Brief
Scan the listing below and copy every line holding "graph".
** Opening Supplied entries block **
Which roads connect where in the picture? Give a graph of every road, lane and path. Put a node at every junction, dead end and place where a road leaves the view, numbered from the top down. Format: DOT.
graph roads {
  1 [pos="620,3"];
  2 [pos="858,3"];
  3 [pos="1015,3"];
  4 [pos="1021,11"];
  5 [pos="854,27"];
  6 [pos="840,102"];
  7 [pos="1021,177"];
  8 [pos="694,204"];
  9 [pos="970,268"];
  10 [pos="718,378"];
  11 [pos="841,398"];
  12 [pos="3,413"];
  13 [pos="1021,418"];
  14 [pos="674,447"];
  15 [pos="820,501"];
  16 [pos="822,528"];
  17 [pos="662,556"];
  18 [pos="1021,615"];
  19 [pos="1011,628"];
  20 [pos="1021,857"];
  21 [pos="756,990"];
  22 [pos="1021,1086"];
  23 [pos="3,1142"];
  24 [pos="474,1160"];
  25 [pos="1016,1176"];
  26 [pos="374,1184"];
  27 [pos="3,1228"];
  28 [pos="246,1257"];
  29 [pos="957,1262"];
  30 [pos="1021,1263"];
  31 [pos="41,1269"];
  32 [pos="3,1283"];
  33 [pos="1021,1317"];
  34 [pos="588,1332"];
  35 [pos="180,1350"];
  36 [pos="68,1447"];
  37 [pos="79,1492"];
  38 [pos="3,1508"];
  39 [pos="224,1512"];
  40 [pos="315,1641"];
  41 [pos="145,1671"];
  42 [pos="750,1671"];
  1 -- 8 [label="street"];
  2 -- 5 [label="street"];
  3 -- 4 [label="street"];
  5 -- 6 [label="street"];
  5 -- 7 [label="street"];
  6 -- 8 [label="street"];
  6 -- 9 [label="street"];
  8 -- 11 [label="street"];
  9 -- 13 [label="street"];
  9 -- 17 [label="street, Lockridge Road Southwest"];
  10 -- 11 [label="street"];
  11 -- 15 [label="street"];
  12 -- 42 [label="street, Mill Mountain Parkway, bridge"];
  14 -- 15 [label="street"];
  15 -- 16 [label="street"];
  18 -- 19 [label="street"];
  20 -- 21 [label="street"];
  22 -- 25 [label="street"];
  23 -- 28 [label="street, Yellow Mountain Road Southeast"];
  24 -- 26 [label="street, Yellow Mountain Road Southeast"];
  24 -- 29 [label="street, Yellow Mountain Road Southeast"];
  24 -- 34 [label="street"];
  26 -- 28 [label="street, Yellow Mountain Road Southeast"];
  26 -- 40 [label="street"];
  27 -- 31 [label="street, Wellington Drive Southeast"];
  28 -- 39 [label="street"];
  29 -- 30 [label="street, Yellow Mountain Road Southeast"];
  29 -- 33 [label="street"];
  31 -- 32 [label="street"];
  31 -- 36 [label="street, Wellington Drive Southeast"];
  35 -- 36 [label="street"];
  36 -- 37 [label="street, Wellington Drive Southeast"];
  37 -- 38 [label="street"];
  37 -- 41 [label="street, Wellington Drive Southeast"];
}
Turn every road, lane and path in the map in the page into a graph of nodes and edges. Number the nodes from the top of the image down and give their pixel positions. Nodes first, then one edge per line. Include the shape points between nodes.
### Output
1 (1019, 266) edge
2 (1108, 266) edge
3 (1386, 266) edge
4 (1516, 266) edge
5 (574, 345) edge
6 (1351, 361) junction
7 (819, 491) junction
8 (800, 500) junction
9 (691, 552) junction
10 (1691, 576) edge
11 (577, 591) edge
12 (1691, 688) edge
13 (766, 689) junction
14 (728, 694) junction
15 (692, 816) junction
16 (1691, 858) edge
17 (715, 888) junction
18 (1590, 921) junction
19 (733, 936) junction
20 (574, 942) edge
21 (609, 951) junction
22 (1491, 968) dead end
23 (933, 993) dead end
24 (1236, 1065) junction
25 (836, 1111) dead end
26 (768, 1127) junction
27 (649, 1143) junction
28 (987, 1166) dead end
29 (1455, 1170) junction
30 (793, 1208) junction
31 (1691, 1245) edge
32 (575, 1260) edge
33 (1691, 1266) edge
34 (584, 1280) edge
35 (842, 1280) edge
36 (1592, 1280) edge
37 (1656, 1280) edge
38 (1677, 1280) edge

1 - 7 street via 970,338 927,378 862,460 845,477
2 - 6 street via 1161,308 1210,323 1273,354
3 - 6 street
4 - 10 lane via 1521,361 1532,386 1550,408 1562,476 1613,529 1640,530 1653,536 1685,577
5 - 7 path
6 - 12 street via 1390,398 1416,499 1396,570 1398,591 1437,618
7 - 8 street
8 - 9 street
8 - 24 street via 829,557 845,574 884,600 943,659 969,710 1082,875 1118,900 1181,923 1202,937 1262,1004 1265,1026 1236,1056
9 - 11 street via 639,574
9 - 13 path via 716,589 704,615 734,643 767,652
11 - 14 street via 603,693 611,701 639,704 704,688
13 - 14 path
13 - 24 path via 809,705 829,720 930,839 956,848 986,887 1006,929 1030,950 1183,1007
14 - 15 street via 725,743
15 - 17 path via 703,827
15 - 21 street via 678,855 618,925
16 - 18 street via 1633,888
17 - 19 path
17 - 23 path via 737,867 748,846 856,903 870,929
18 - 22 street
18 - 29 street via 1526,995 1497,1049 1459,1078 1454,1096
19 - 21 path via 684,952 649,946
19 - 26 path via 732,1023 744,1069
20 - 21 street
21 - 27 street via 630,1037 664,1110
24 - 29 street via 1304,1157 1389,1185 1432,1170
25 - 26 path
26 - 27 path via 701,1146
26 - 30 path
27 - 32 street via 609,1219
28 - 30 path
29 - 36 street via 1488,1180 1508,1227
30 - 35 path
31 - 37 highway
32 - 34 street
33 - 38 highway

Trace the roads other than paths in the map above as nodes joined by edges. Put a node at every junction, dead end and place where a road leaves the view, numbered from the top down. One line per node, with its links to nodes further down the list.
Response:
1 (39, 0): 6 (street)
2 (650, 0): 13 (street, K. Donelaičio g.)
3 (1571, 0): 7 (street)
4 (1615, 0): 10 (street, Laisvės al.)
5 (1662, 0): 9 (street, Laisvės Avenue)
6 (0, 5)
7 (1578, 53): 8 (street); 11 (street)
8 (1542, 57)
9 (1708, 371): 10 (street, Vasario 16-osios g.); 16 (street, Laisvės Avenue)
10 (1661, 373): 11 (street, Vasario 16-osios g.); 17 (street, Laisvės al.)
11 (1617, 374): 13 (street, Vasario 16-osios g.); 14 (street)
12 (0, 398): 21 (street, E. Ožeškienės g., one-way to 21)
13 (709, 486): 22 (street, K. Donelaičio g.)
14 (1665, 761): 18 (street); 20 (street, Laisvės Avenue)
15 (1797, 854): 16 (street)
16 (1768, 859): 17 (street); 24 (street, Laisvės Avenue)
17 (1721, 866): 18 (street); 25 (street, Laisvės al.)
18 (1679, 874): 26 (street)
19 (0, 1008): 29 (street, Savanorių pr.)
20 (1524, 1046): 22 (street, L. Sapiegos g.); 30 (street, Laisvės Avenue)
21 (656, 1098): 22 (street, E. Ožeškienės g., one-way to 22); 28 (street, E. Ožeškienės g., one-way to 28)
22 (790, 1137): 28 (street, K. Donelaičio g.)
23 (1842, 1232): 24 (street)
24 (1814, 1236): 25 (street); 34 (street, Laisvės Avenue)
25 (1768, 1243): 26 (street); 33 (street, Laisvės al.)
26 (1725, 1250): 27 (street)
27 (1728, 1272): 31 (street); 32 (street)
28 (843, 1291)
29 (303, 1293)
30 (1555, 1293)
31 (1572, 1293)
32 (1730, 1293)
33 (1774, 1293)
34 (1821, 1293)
** Closing Supplied entries block **
The completed task
Which roads connect where in the picture? Give a graph of every road, lane and path. Put a node at every junction, dead end and place where a road leaves the view, numbered from the top down. Format: DOT.
graph roads {
Turn every road, lane and path in the map in the page into a graph of nodes and edges. Number the nodes from the top of the image down and give their pixel positions. Nodes first, then one edge per line. Include the shape points between nodes.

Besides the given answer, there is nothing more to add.